A través de los años y conforme envejezco, ese discurso ha mutado en su sentido en mi memoria; desde el arrebatador testimonio del presidente mártir, que imponía una ruta y un destino a quienes abriríamos las grandes alamedas para que caminara el hombre libre, para construir una sociedad mejor, hasta el análisis desfascinado del sátrapa intrascendente en el que me he convertido. Como tal, no puedo sino estremecerme al imaginar el cúmulo de emociones que tuvieron que suspenderse para que el monumental ego de ese hombre, absolutamente solo ante la historia y su destino, se atreviera a ensayar frases para una posteridad inevitable y tan contradictoria.
"Y les digo que tengo la certeza de que la semilla que hemos entregado a la conciencia digna de miles y miles de chilenos, no podrá ser segada definitivamente. Tienen la fuerza, podrán avasallarnos, pero no se detienen los procesos sociales ni con el crimen ni con la fuerza. La historia es nuestra y la hacen los pueblos".

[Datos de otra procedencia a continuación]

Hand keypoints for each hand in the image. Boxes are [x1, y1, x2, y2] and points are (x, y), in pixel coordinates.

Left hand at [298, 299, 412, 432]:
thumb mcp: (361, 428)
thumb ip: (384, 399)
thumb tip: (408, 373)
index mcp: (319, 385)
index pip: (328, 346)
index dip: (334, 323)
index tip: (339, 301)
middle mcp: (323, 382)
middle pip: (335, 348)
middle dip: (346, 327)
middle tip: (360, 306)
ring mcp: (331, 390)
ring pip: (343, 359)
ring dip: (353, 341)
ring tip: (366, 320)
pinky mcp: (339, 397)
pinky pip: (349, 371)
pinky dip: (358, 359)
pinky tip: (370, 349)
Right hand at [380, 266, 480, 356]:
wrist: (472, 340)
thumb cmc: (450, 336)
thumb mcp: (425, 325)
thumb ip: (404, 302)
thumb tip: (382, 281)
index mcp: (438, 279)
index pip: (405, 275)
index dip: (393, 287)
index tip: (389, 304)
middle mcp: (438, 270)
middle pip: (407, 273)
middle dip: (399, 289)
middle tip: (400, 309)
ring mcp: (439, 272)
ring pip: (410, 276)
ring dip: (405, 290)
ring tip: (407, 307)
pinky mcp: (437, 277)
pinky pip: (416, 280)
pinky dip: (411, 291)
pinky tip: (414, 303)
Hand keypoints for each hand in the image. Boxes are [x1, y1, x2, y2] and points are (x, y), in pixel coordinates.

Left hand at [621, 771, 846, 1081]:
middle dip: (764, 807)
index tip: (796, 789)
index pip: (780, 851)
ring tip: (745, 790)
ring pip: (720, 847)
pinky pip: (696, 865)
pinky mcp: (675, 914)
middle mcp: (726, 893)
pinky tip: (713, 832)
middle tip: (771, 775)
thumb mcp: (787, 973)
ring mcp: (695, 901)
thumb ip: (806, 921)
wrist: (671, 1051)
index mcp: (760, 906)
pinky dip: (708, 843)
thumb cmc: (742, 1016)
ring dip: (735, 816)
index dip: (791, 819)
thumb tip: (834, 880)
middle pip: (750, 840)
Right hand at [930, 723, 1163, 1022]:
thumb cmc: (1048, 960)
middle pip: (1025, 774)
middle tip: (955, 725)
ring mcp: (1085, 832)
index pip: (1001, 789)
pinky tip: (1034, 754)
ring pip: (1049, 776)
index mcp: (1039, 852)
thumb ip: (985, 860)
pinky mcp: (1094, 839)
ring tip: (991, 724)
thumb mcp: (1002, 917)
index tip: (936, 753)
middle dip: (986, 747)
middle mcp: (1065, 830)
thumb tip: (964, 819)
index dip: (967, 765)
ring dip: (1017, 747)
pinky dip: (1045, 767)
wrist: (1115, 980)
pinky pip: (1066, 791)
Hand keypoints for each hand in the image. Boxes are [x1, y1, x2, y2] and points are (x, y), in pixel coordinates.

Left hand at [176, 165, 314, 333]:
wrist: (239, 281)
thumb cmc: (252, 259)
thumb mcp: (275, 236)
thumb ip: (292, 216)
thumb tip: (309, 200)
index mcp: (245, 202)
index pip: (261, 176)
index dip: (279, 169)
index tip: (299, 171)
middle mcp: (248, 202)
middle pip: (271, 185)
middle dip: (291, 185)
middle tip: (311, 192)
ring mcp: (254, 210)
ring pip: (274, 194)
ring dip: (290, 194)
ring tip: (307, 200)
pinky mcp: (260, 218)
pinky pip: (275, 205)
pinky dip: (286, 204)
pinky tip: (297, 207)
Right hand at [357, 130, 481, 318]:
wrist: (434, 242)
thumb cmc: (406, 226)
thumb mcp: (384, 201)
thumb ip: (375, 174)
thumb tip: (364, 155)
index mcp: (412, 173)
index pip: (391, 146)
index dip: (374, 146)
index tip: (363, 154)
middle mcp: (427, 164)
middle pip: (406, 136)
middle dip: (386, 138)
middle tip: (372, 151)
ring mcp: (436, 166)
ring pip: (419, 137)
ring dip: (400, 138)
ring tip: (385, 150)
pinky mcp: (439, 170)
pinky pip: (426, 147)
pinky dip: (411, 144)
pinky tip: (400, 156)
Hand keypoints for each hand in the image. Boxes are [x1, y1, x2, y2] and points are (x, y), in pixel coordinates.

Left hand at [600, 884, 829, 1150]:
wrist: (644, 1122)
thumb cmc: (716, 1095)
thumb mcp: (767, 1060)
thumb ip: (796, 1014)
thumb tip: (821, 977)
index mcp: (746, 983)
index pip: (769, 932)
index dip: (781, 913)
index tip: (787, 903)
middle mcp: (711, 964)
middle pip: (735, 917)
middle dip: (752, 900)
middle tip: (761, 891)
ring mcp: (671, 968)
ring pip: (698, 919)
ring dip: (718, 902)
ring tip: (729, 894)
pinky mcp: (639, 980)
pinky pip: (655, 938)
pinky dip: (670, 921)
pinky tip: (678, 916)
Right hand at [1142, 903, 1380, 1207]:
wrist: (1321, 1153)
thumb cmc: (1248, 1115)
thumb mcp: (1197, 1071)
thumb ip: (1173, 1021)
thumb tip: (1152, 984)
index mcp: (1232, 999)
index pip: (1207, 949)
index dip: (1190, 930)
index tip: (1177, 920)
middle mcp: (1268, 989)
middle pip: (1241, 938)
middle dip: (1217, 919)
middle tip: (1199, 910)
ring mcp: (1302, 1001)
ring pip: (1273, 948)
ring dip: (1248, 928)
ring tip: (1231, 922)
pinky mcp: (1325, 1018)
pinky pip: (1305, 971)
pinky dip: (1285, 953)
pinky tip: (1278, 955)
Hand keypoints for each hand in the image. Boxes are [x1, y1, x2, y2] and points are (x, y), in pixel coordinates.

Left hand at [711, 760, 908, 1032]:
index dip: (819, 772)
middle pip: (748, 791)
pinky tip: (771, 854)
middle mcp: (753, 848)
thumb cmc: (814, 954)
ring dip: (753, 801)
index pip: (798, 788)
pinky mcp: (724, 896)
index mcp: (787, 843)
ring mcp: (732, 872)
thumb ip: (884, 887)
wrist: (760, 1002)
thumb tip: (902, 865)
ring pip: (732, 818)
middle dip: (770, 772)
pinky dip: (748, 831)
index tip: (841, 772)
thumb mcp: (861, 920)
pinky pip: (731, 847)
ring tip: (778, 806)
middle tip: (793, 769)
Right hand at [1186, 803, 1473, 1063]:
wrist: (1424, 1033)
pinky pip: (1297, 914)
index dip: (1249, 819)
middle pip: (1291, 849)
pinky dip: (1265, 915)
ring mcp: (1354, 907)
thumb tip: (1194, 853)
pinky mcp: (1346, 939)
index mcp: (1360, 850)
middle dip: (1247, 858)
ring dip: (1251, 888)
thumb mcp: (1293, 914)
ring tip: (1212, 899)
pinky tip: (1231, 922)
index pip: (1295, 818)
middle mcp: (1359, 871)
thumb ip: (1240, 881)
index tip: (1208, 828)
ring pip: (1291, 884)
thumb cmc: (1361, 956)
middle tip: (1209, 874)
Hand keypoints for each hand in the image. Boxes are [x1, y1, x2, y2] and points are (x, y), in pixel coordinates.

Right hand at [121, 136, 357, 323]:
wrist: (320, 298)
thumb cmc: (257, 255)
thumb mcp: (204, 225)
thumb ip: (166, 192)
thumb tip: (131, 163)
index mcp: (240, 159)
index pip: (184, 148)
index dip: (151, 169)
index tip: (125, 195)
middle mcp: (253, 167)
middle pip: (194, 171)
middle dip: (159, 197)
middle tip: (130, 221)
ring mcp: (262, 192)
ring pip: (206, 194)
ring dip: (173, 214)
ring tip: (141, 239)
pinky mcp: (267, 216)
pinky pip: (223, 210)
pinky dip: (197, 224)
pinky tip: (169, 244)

Cuánta bella arrogancia de esa esperanza desmedida en un pueblo que, desgraciadamente, no estuvo a la altura de la certeza de su compañero presidente. Porque el pueblo, alguien tiene que decirlo, no salió a la calle "a defender sus conquistas" ni a defender la obra del presidente mártir. Porque el pueblo salió a las calles recién en 1983, cuando la crisis le tocó el bolsillo con la recesión económica que ponía fin al romance del gobierno militar con la ciudadanía. Porque al pueblo le importó 3 pepinos que en la esquina los milicos estuvieran matando a alguien; porque el pueblo no es -no era- sólo el poblador o el obrero que, merced a la editorial Quimantú y al trabajo del Partido, aprendía a juntar las ideas para defender sus derechos: el pueblo era -es- también ese montón de cobardes y alienados quienes elegieron aceptar las mentiras de Pablo Honorato o Claudio Sánchez o Julio López Blanco; el grupo de amnésicos a quienes no les llamó la atención que de la noche a la mañana desaparecieran sus vecinos, sus compañeros de trabajo; el pueblo es ese montón de cobardes que enterró la cabeza cuando apareció el cadáver destrozado de Víctor Jara, cuando aparecieron los cuerpos carbonizados de los muertos de Lonquén, cuando murieron Guerrero, Parada y Nattino, en fin: el pueblo es el que donó sus joyas para la reconstrucción nacional, el pueblo salió a las calles a apoyar a Pinochet cuando lo devolvieron de Filipinas, el pueblo se metió en Cema Chile y cantó, a todo pulmón, "Libre" con Bigote Arrocet, en el Festival de Viña de 1974.
Sé bien esto porque para el golpe tenía 4 años y ciertamente pertenecí, a través de mi familia, a ese pueblo que agradeció la promesa de no más colas en los supermercados, de no más inoperancia política, al cese del clima de violencia y agitación que propiciaron quienes abandonaron a Allende a su destino de animita en la Moneda. Tuvo que pasar mucha agua bajo el puente para que me diera cuenta de que nos habían cambiado pan por charqui; que los métodos no justifican el fin; que jamás la traición y la arrogancia pueden caracterizar a los grandes hombres. Afortunadamente, tomé rápida conciencia de esto y mi propio ego me agradece el no haberme quedado sólo con la conciencia, sino con un compromiso que culminó el 5 de octubre de 1988, cuando regresé a mi casa a bordo de un camión con unos obreros, comiendo marraquetas, directo a escuchar el cómputo del plebiscito que nos hizo creer que cambiaría todo, cuando en realidad, no cambió nada.
Y al final, resulta irónico que después de todo este tiempo, de tantas y tantas vidas ganadas y perdidas en pos de hacer realidad un sueño, de construir un pedazo de la historia, de obras destruidas y de gentes aniquiladas y perdidas, la frase más sensata, la más fría y profunda, esté en la voz tembleque del gallego Iglesias: la vida sigue igual.